Suppose you had signed a promissory note for, say, $300,000 to be paid in 15 equal yearly installments beginning on your 60th birthday, a day that remains some years in the future at the time of making the note. You are now on the hook to pay $20,000 p.a. in real money for a real series of real years.
If there is a cash lump sum buy-out clause that can be executed at any reasonable time, then I would count it as an asset. If there is not, then I wouldn’t. The difference, as iris lily already pointed out, is that SS or a typical pension is tied to you or your spouse being alive. The funds for a future promissory note would be deducted from your assets when settling your estate. The unpaid pension would not be.
I would address it is as its own category: I have a net worth of $X plus a pension of $Y/year beginning at age 60. That’s the way I’ve seen most people describe it.
Calculating a note you have
made as an asset is an interesting inversion of accounting principles.
I can sense a path to immense wealth here... but you go first.
Go ahead and make a note to me for $10,000, please list it as an asset on your balance sheet and I'll agree to call it a liability on my part. Just pay me $5000 (cash only please)as an accommodation, I'll tear up the note and then
we will both be ahead $5000.Yipee!edit:
Look, I know that comment is snarky, but it really does matter whether you account for assets as assets and liabilities as liabilities
and account for both. Calling one the other or ignoring one category and not the other is the kind of sheer amateur accounting that seems to thrive on these boards.
You go on to say that without an early redemption clause any instrument consisting of future receipts (or payments, in the contra-case I propose) ought not be accounted for as an asset (or liability, I suppose.) Zero coupon bonds fit exactly that description. Would you say they have no present value? If so, no one would buy them prior to maturity, nor know how they should be priced if they were so inclined to buy against all reason and good sense.
You also say that receipts contingent on living to receive them are not subject to valuation in the present. You might not live to receive them.
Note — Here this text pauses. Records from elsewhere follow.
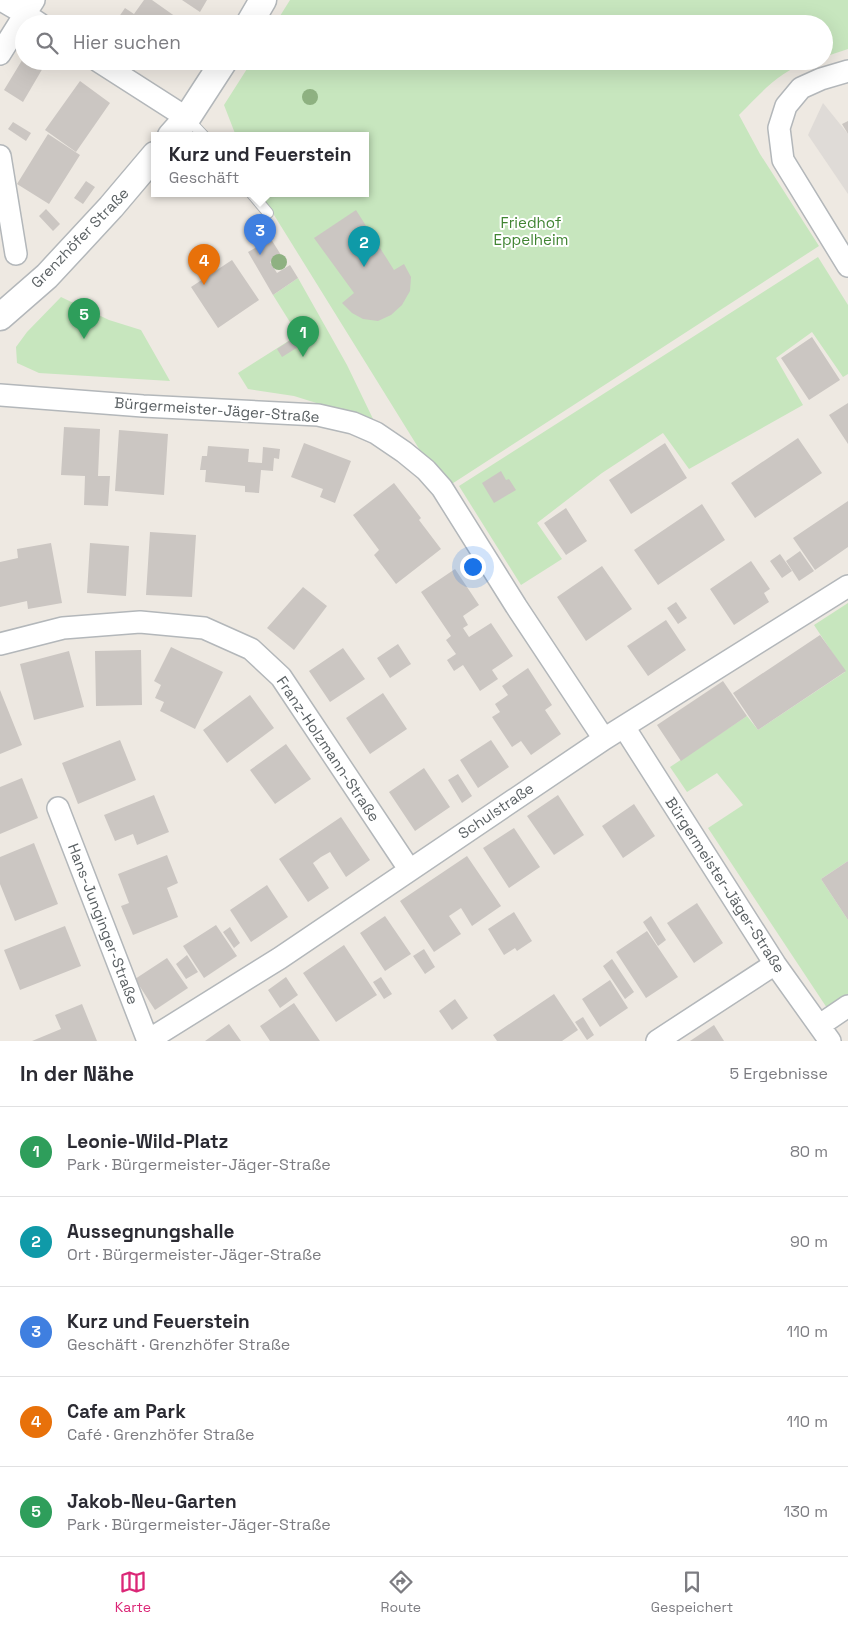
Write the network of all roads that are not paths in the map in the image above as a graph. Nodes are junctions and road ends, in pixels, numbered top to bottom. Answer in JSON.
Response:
{"nodes":[{"id":1,"x":1,"y":0,"type":"edge"},
{"id":2,"x":264,"y":0,"type":"edge"},
{"id":3,"x":33,"y":13,"type":"edge"},
{"id":4,"x":255,"y":15,"type":"edge"},
{"id":5,"x":15,"y":35,"type":"edge"},
{"id":6,"x":0,"y":54,"type":"edge"},
{"id":7,"x":110,"y":70,"type":"edge"},
{"id":8,"x":219,"y":70,"type":"edge"},
{"id":9,"x":848,"y":71,"type":"edge"},
{"id":10,"x":187,"y":130,"type":"edge"},
{"id":11,"x":0,"y":156,"type":"edge"},
{"id":12,"x":151,"y":160,"type":"edge"},
{"id":13,"x":255,"y":197,"type":"edge"},
{"id":14,"x":268,"y":212,"type":"dead end"},
{"id":15,"x":16,"y":254,"type":"dead end"},
{"id":16,"x":848,"y":266,"type":"edge"},
{"id":17,"x":0,"y":317,"type":"edge"},
{"id":18,"x":0,"y":394,"type":"edge"},
{"id":19,"x":848,"y":586,"type":"edge"},
{"id":20,"x":0,"y":644,"type":"edge"},
{"id":21,"x":624,"y":727,"type":"junction"},
{"id":22,"x":604,"y":739,"type":"junction"},
{"id":23,"x":58,"y":808,"type":"dead end"},
{"id":24,"x":410,"y":869,"type":"junction"},
{"id":25,"x":775,"y":964,"type":"junction"},
{"id":26,"x":848,"y":1006,"type":"edge"},
{"id":27,"x":825,"y":1033,"type":"edge"},
{"id":28,"x":148,"y":1041,"type":"edge"},
{"id":29,"x":658,"y":1041,"type":"edge"}],
"edges":[{"from":1,"to":3,"type":"street"},
{"from":2,"to":4,"type":"street"},
{"from":5,"to":6,"type":"street"},
{"from":7,"to":10,"type":"street"},
{"from":8,"to":10,"type":"street"},
{"from":9,"to":16,"type":"street"},
{"from":11,"to":15,"type":"street"},
{"from":12,"to":17,"type":"street","name":"Grenzhöfer Straße"},
{"from":13,"to":14,"type":"lane"},
{"from":18,"to":22,"type":"street","name":"Bürgermeister-Jäger-Straße"},
{"from":19,"to":21,"type":"street","name":"Schulstraße"},
{"from":20,"to":24,"type":"street","name":"Franz-Holzmann-Straße"},
{"from":21,"to":22,"type":"street","name":"Schulstraße"},
{"from":21,"to":25,"type":"street","name":"Bürgermeister-Jäger-Straße"},
{"from":22,"to":24,"type":"street","name":"Schulstraße"},
{"from":23,"to":28,"type":"street","name":"Hans-Junginger-Straße"},
{"from":24,"to":28,"type":"street","name":"Schulstraße"},
{"from":25,"to":27,"type":"street","name":"Bürgermeister-Jäger-Straße"},
{"from":25,"to":29,"type":"street"},
{"from":26,"to":27,"type":"street"}]}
Bonds, debentures, notes, stock dividends, appreciation above basis, etc. are all contingent on the issuer, whether it be a sovereign government or other institution, surviving to make the anticipated payment. That is never guaranteed. Governments are deposed, nations crumble, banks fail, corporations leave the debt and equity holders high and dry.
Those, you might
live not to receive. Aren't contingencies like that an insurmountable obstacle to assigning a value for drawing a net worth balance in the present?
If assets and liabilities have any correspondence (and let me br clear: I am sure they do) you don't get to count some of them on one side, disregard others on the other side and call it a balance.